Slumdog Millionaire

There is a delicious irony in the commercial and critical success of Slumdog Millionaire.Upper India has been desperately seeking Oscar recognition for its Hindi movies.Here is a movie with Mumbai-based story, Indian  actors and Hindi dialogues which has won no less than ten Oscar nominations some of which will surely translate into awards. And yet Upper India is not happy.The movie itself has given rise to a new word: slumdog, while its criticism has brought forth an interesting phrase: poverty porn. That the present- day subjects of Her Majesty have made a movie about the former subjects has been duly noted. If the interest which the West is taking today in India’s underbelly had been taken two hundred years ago, there probably  would have been  no underbelly.

The issue however  is not so much  the West’s  current interest in Lower India as its perceived  betrayal of its former ally, the Upper India. To see this we will need to go back two centuries. The British could  build an Empire in India and run it with relative ease  because they were able to acquire legitimacy for it at the  very outet, thanks to the discovery of Indo-European linguistic commonality. This is a political correct phrase  from today’s self-consious lexicon. In its time the commonality was interpreted in purely racial terms. Indo-Eurpeanism provided the British with powerful means of “connexion and reconcilaition” not with all Indians , not with all Hindus but with upper-caste Hindus.

That the Kurds and Pathans spoke languages that were related to Sanskrit, Greek and Latin was not mentioned. That most Indian Muslims were converts was ignored. That there was no clear-cut ethnic division between upper and lower castes was glossed over.The legitimacy thesis went like this:Upper-caste Hindus and Europeans came from the same racial stock. Indo-Aryans had had their period of glory in the remote past; it was now the turn of their European brethren to rule and dominate. Needless to say the thesis were enthusiatically accepted by the upper-castes. Colonialism may have ended but the thesis was never laid to rest from the Indian side.

In the late 1950s when I was in high school, an older cousin , himself a school master, gave me a second-hand pocket-sized book. Published in the 1930s or so , it listed common Hindi words with their English equivalents. Thus huqqa was translated hubble-bubble; gulli-danda was  called Indian cricket, and so on. Much later it occurred to me that the book was probably compiled for the benefit of a native moonshee, so that he  could describe native social phenomena and activities  to the White Sahib in the latter’s  idiom. Those indeed were the days when Kalidas was India’s Shakespeare; Samudragupta was India’s Napolean; and Calicut was India’s Venice. 

For a short while after independence in 1947  conscious efforts were made to establish a national identity on all fronts.But in the globalization era, as Indian economy became more and more  servile, culture became more and more derivative.

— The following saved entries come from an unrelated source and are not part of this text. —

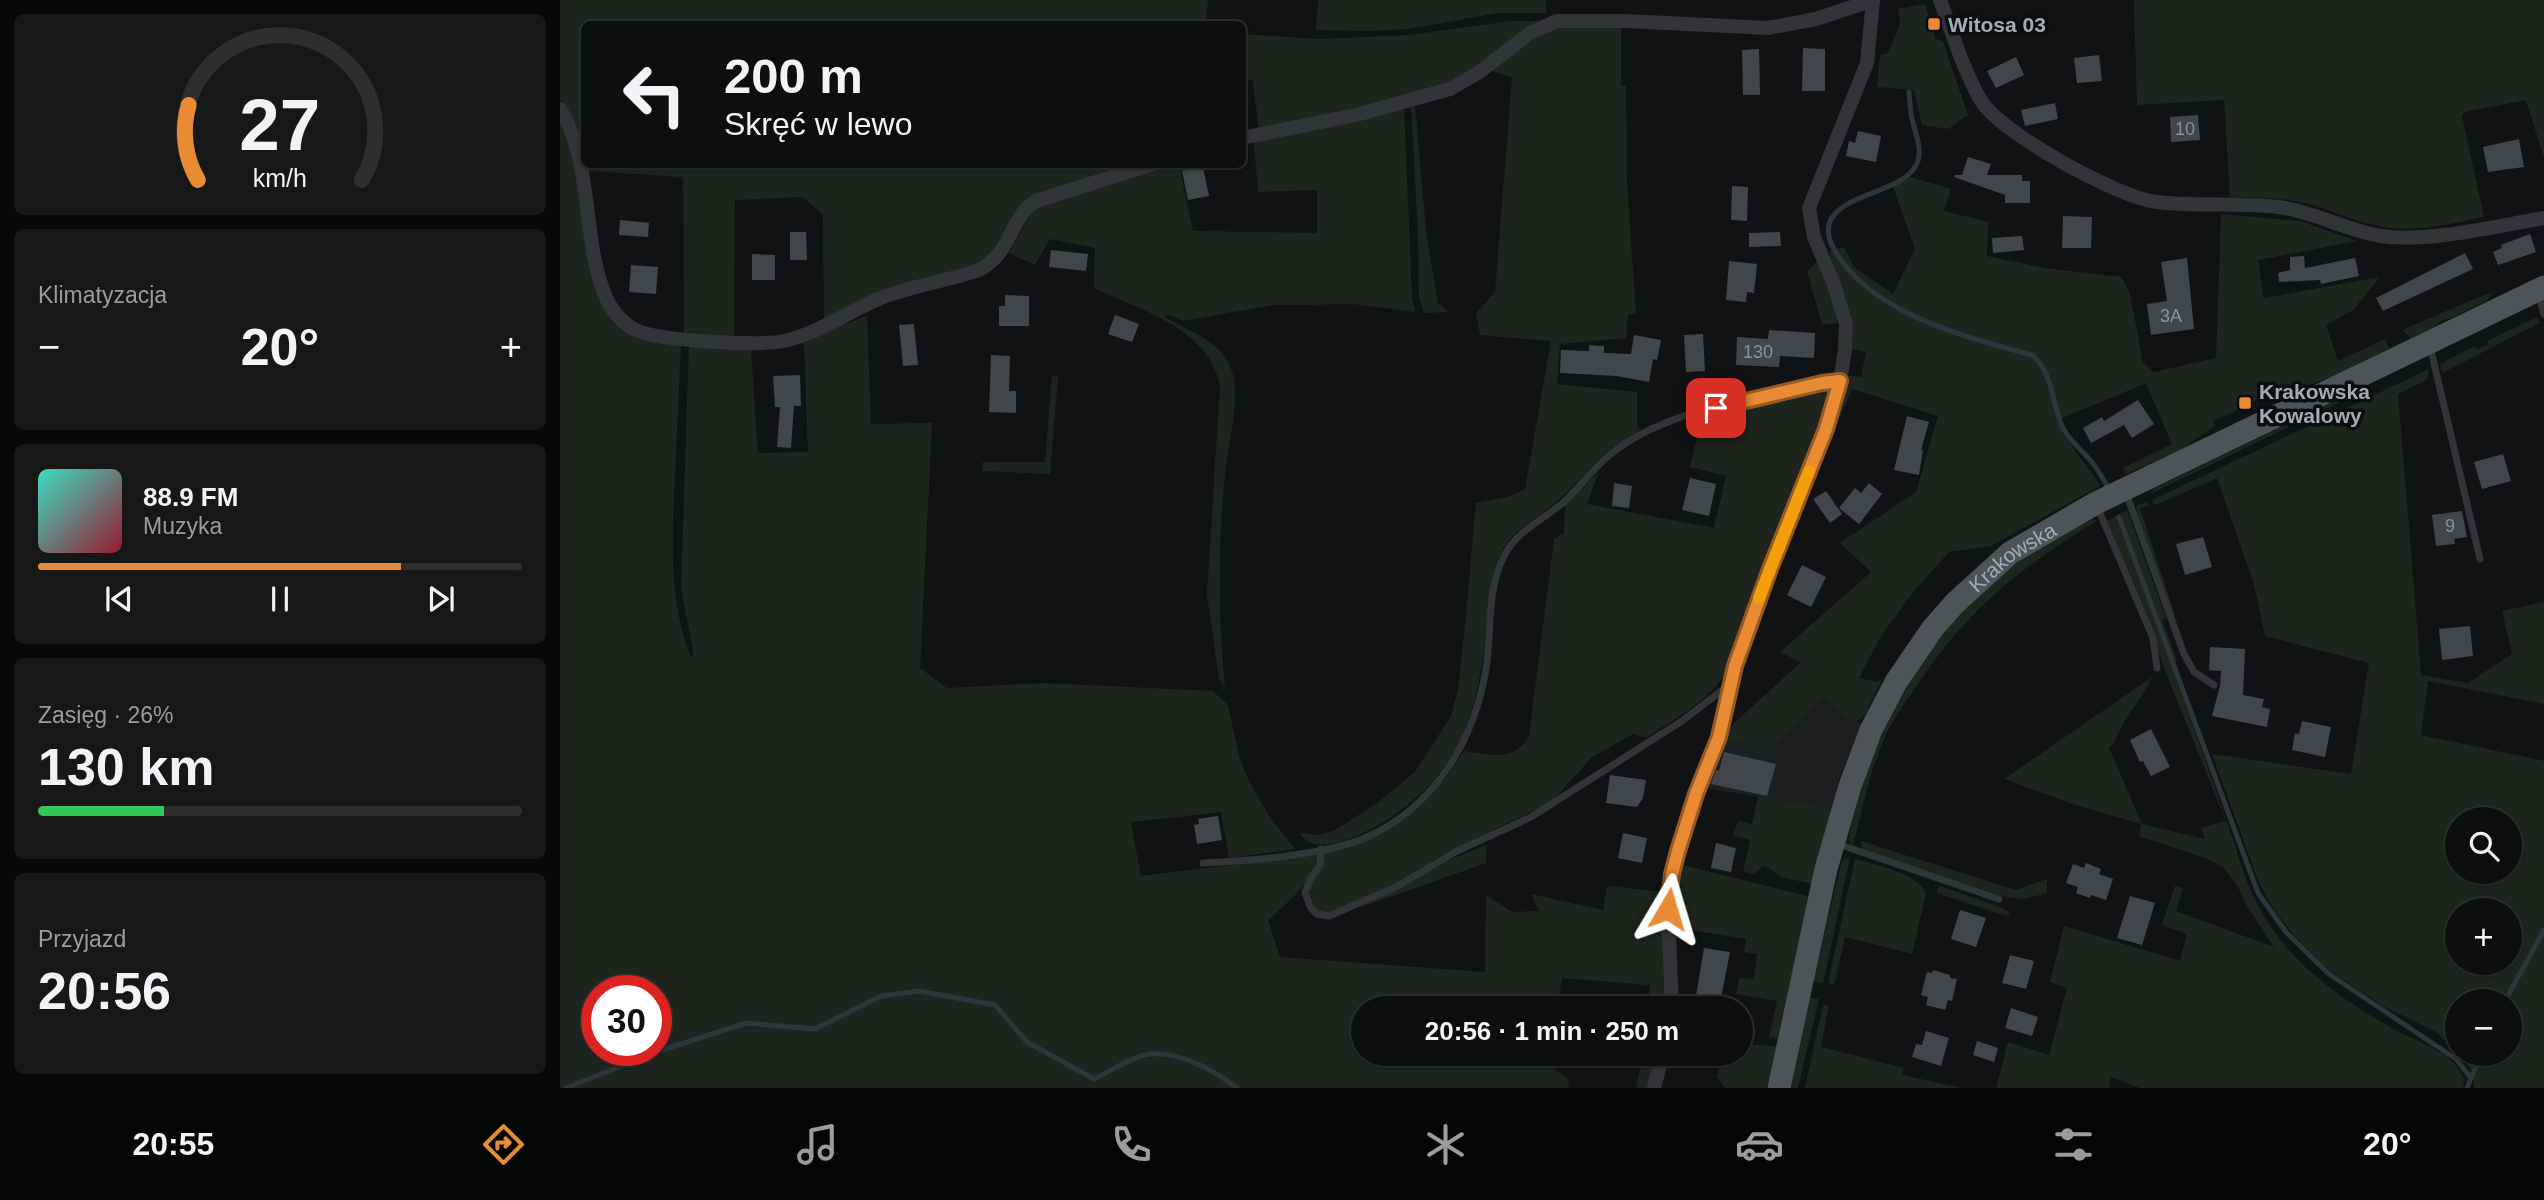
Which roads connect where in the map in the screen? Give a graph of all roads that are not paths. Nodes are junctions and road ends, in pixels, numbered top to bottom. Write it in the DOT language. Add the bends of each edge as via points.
graph roads {
  1 [pos="1873,0"];
  2 [pos="1940,0"];
  3 [pos="560,109"];
  4 [pos="1246,137"];
  5 [pos="1140,168"];
  6 [pos="2544,218"];
  7 [pos="2540,289"];
  8 [pos="2544,314"];
  9 [pos="2429,342"];
  10 [pos="1840,381"];
  11 [pos="2125,489"];
  12 [pos="2096,503"];
  13 [pos="2480,559"];
  14 [pos="2157,668"];
  15 [pos="2214,685"];
  16 [pos="1731,687"];
  17 [pos="1835,843"];
  18 [pos="1321,849"];
  19 [pos="1203,863"];
  20 [pos="1999,899"];
  21 [pos="1671,996"];
  22 [pos="1660,1066"];
  23 [pos="1654,1088"];
  24 [pos="1779,1088"];
  1 -- 4 [label="street" via="1816,19 1768,28 1556,21 1530,33 1450,89 1356,115"];
  1 -- 10 [label="street" via="1867,63 1809,208 1814,237 1846,324"];
  2 -- 6 [label="street" via="1981,101 2009,128 2125,193 2155,202 2279,207 2387,237 2441,234"];
  3 -- 5 [label="street" via="575,140 593,252 611,307 636,330 696,339 753,344 793,339 876,300 979,270 1002,252 1025,210 1036,201"];
  7 -- 8 [label="lane"];
  7 -- 9 [label="main road, Krakowska"];
  9 -- 11 [label="main road, Krakowska"];
  9 -- 13 [label="lane"];
  10 -- 16 [label="street" via="1826,429 1765,581"];
  10 -- 18 [label="lane" via="1661,424 1616,450 1565,500 1524,531 1501,564 1477,709 1451,766 1422,799 1389,824 1365,838"];
  11 -- 12 [label="main road, Krakowska"];
  11 -- 15 [label="lane" via="2184,654 2194,672"];
  12 -- 14 [label="lane" via="2153,638"];
  12 -- 17 [label="main road, Krakowska" via="2010,553 1933,628 1896,682 1871,730"];
  16 -- 18 [label="lane" via="1531,817 1329,916 1317,914 1306,893 1321,865"];
  16 -- 21 [label="street" via="1719,737 1672,874 1667,930"];
  17 -- 20 [label="lane"];
  17 -- 24 [label="main road, Krakowska"];
  18 -- 19 [label="lane"];
  22 -- 23 [label="street"];
}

The west again became the frame of reference, except that  now it was USA  and not   Europe. That is how the  imitative term Bollywood was coined to denote Hindi cinema.( May be British-made English films can  more correctly be called Bollywood. Then Mumbai-made films can be said to constitute Mollywood.)

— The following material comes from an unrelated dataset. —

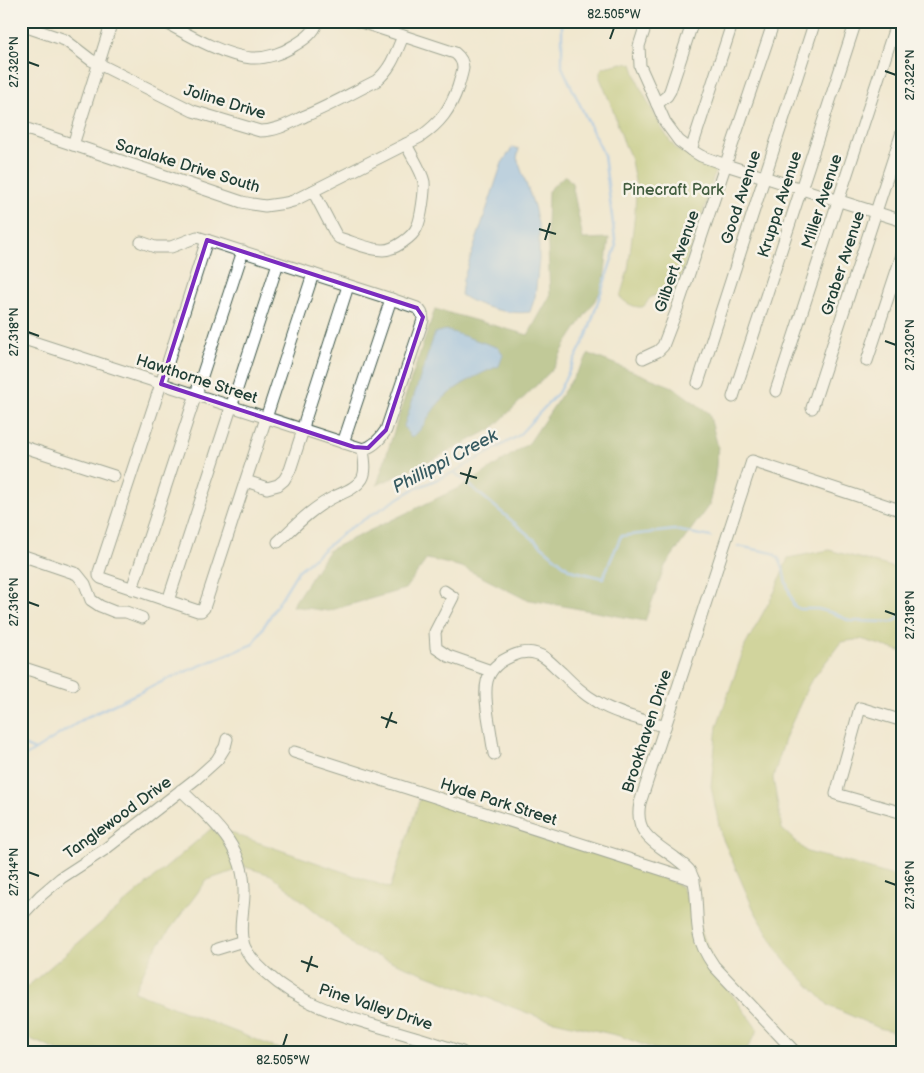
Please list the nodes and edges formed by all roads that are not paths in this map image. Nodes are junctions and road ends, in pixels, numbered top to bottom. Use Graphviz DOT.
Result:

Hindi film indusry is   one of India’s most successful institutions. ( I am not competent to say anything about non-Hindi Indian films.) The success or otherwise of an institution can be guaged by asking how independent its vocabulary is. This can easily be seen from the case of other Indian successes such as highway-side Dhaabaas;Mumbai’s Dibba ( lunch-distribution) system; road-side bicycle and two-wheeler repair shops;  and the underworld.The  most obvious indicator of Hindi films’ autonomy is the  exclusively Indian designation : music director. It tells you how important  songs are in a Hindi film. (If the Slumdog gets only the musical Oscar it would amount to cheating.)

A Shantaram, Mahboob, K.Asif, Raj Kapoor or a Manmohan Desai would have  probably viewed the term Bollywood as  a personal insult. When  the globalization-era multiplex-going  Indian upper crust seeks an Oscar for a Hindi movie  it is to  legitimize its own denationalization. If a British film on Mumbai slums is multiply honoured,  it is a subtle indictment of the Indian non-slum.It is noteworthy that  in the movie the slum kid knows  about Benjamin Franklin’s image on a hundred- dollar bill but not  about Mahatma Gandhi’s on a  thousand- rupee note.Tha Anil Kapoor character  gives an insider tip to the slum kid. It is remarkable that he  instictlively recognizes the  deception, and succeeds by acting contrarily.

It is noteworthy  that the hero has a Muslim name while the girl  has a Hindu name. In a  Hindi film of the 1960s the  scrptwriter would have had to find a way of bumping off the girl because she had been violated.While the movie has been variously  faulted, nobody has raised any objetion to the boy -gets- the -girl ending. Times have changed for the better in some respects at least.

Slumdog Millionaire tells the  story of a  boy from Indian slums who makes it big.The story is no doubt fantastic. Yet the  fact that the scenario of a socially handicapped ,but otherwise brilliant, young person reaching  the top in today’s India is considered plausible is  a great tribute to it.